WORK INSTRUCTIONS:
Start to finish, print the data below exactly, without the images.

(Stored items)
────────────────────

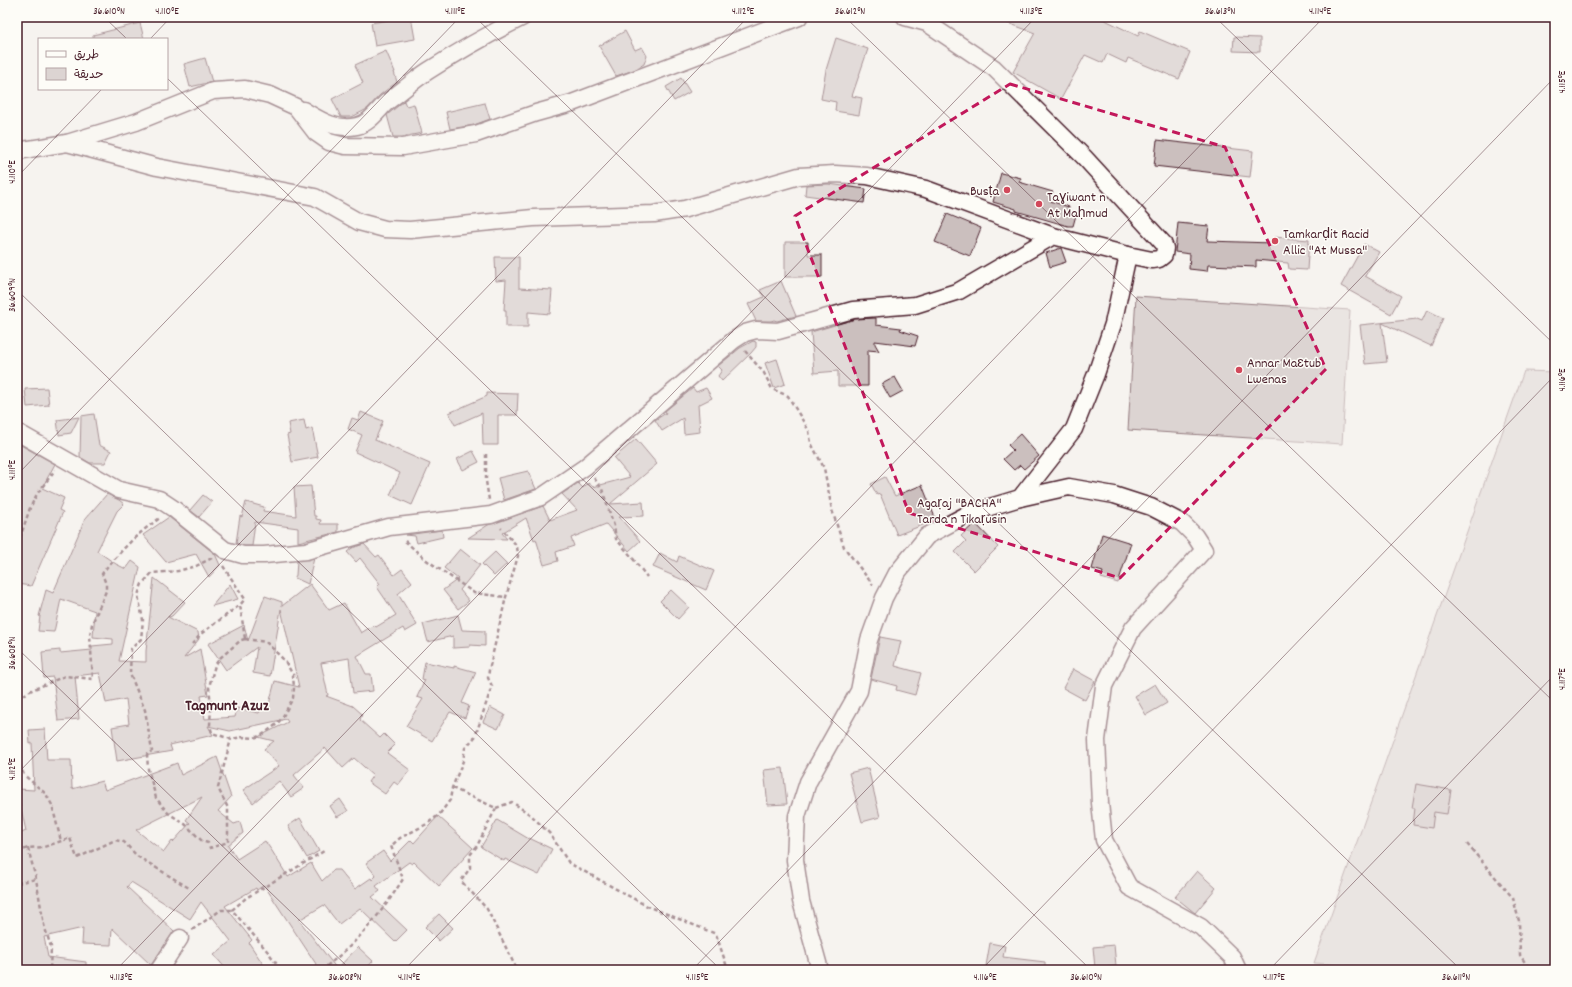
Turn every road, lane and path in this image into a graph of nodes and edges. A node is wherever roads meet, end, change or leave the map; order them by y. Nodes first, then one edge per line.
1 (523, 17) edge
2 (799, 17) edge
3 (905, 17) edge
4 (296, 107) junction
5 (66, 143) junction
6 (17, 151) edge
7 (1053, 236) junction
8 (1128, 255) junction
9 (734, 340) junction
10 (17, 432) edge
11 (486, 454) dead end
12 (64, 459) junction
13 (585, 467) junction
14 (1020, 498) junction
15 (174, 509) junction
16 (491, 515) junction
17 (389, 527) junction
18 (20, 538) dead end
19 (221, 562) dead end
20 (196, 566) dead end
21 (647, 577) dead end
22 (506, 597) junction
23 (884, 598) junction
24 (240, 605) junction
25 (245, 639) junction
26 (192, 644) dead end
27 (17, 700) edge
28 (231, 739) junction
29 (17, 758) edge
30 (452, 788) junction
31 (496, 808) junction
32 (61, 841) junction
33 (1467, 844) dead end
34 (28, 848) junction
35 (324, 851) dead end
36 (17, 852) edge
37 (36, 879) junction
38 (17, 883) edge
39 (189, 888) dead end
40 (232, 910) junction
41 (180, 938) joint
42 (50, 970) edge
43 (159, 970) edge
44 (281, 970) edge
45 (321, 970) edge
46 (517, 970) edge
47 (728, 970) edge
48 (820, 970) edge
49 (1238, 970) edge
50 (1530, 970) edge

1 - 4 street
2 - 4 street
3 - 8 street
4 - 5 street
5 - 6 street
5 - 7 street
7 - 8 street
7 - 9 street
8 - 14 street
9 - 13 street
9 - 23 path
10 - 12 street
11 - 16 path
12 - 15 street
12 - 18 path
13 - 16 street
13 - 21 path
14 - 23 street
14 - 49 street
15 - 17 street
15 - 27 path
16 - 17 street
16 - 22 path
17 - 22 path
19 - 24 path
20 - 28 path
22 - 30 path
23 - 48 street
24 - 25 path
24 - 26 path
25 - 28 path
25 - 28 path
29 - 32 path
30 - 31 path
30 - 45 path
31 - 46 path
31 - 47 path
32 - 34 path
32 - 39 path
33 - 50 path
34 - 36 path
34 - 37 path
35 - 40 path
37 - 38 path
37 - 42 path
40 - 41 path
40 - 44 path
41 - 43 street

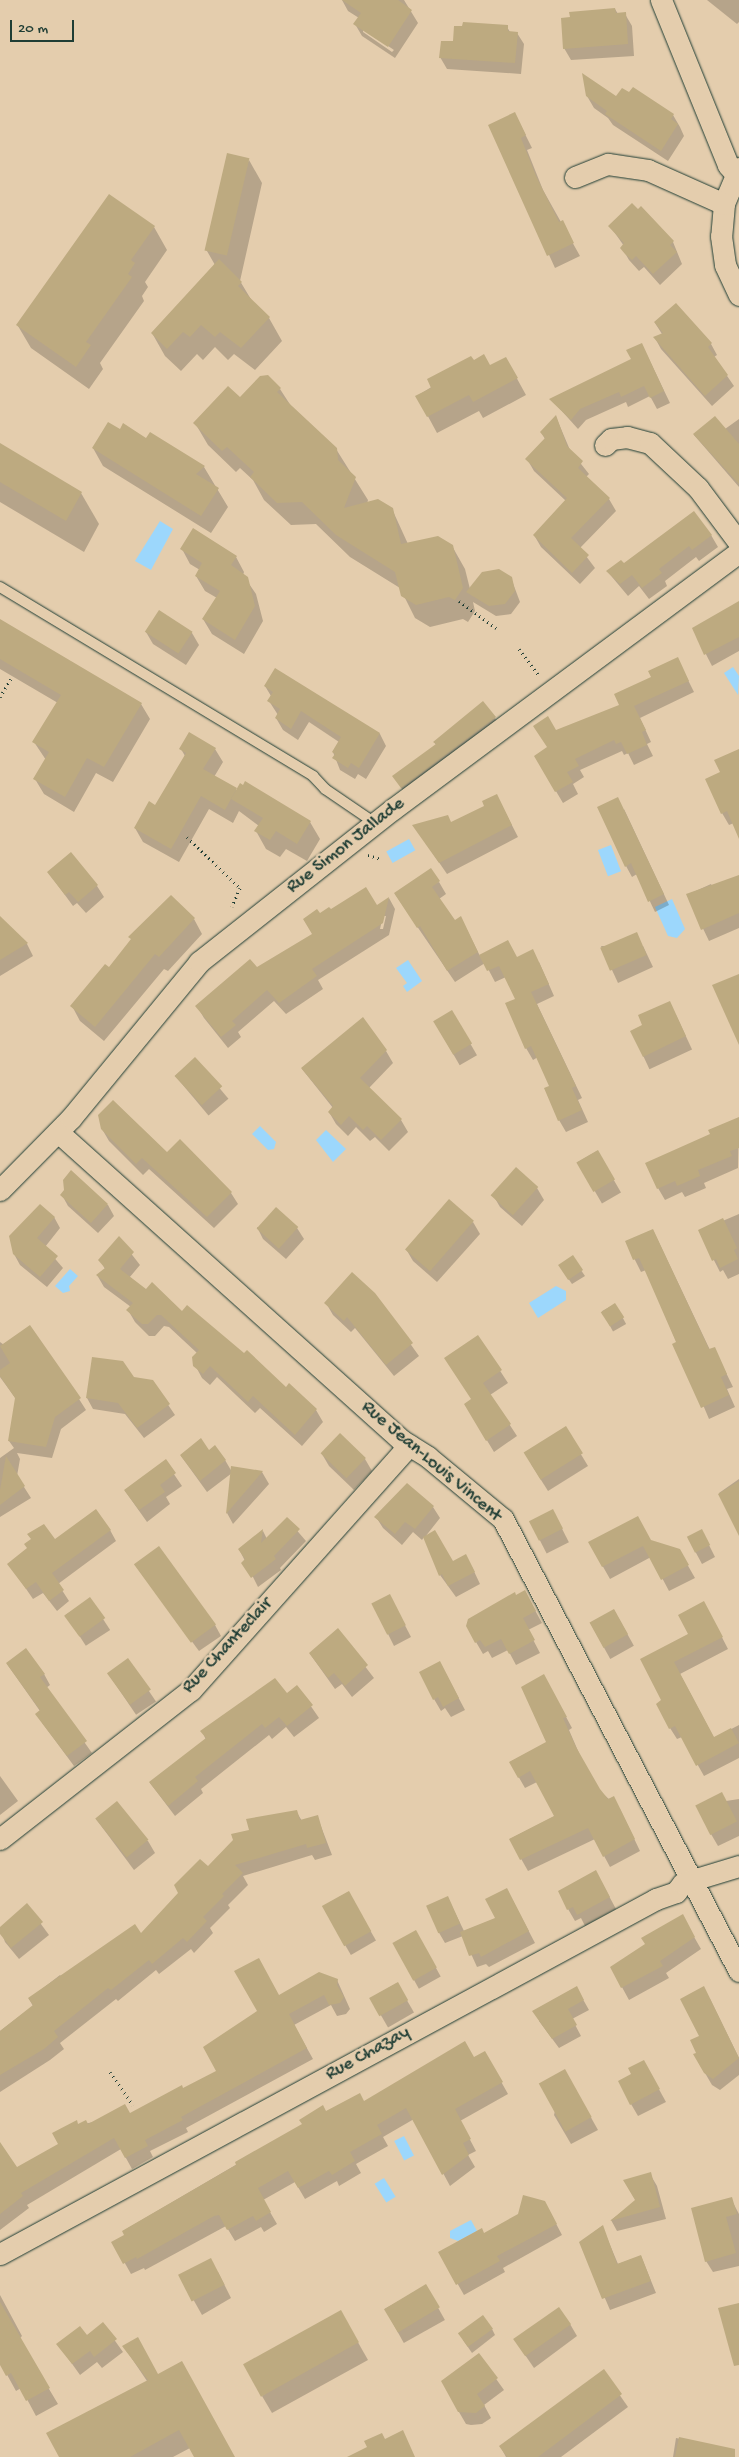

────────────────────

RESULT FOR THIS EXERCISE:
Turn every road, lane and path in this image into a graph of nodes and edges. A node is wherever roads meet, end, change or leave the map; order them by y. Nodes first, then one edge per line.
1 (523, 17) edge
2 (799, 17) edge
3 (905, 17) edge
4 (296, 107) junction
5 (66, 143) junction
6 (17, 151) edge
7 (1053, 236) junction
8 (1128, 255) junction
9 (734, 340) junction
10 (17, 432) edge
11 (486, 454) dead end
12 (64, 459) junction
13 (585, 467) junction
14 (1020, 498) junction
15 (174, 509) junction
16 (491, 515) junction
17 (389, 527) junction
18 (20, 538) dead end
19 (221, 562) dead end
20 (196, 566) dead end
21 (647, 577) dead end
22 (506, 597) junction
23 (884, 598) junction
24 (240, 605) junction
25 (245, 639) junction
26 (192, 644) dead end
27 (17, 700) edge
28 (231, 739) junction
29 (17, 758) edge
30 (452, 788) junction
31 (496, 808) junction
32 (61, 841) junction
33 (1467, 844) dead end
34 (28, 848) junction
35 (324, 851) dead end
36 (17, 852) edge
37 (36, 879) junction
38 (17, 883) edge
39 (189, 888) dead end
40 (232, 910) junction
41 (180, 938) joint
42 (50, 970) edge
43 (159, 970) edge
44 (281, 970) edge
45 (321, 970) edge
46 (517, 970) edge
47 (728, 970) edge
48 (820, 970) edge
49 (1238, 970) edge
50 (1530, 970) edge

1 - 4 street
2 - 4 street
3 - 8 street
4 - 5 street
5 - 6 street
5 - 7 street
7 - 8 street
7 - 9 street
8 - 14 street
9 - 13 street
9 - 23 path
10 - 12 street
11 - 16 path
12 - 15 street
12 - 18 path
13 - 16 street
13 - 21 path
14 - 23 street
14 - 49 street
15 - 17 street
15 - 27 path
16 - 17 street
16 - 22 path
17 - 22 path
19 - 24 path
20 - 28 path
22 - 30 path
23 - 48 street
24 - 25 path
24 - 26 path
25 - 28 path
25 - 28 path
29 - 32 path
30 - 31 path
30 - 45 path
31 - 46 path
31 - 47 path
32 - 34 path
32 - 39 path
33 - 50 path
34 - 36 path
34 - 37 path
35 - 40 path
37 - 38 path
37 - 42 path
40 - 41 path
40 - 44 path
41 - 43 street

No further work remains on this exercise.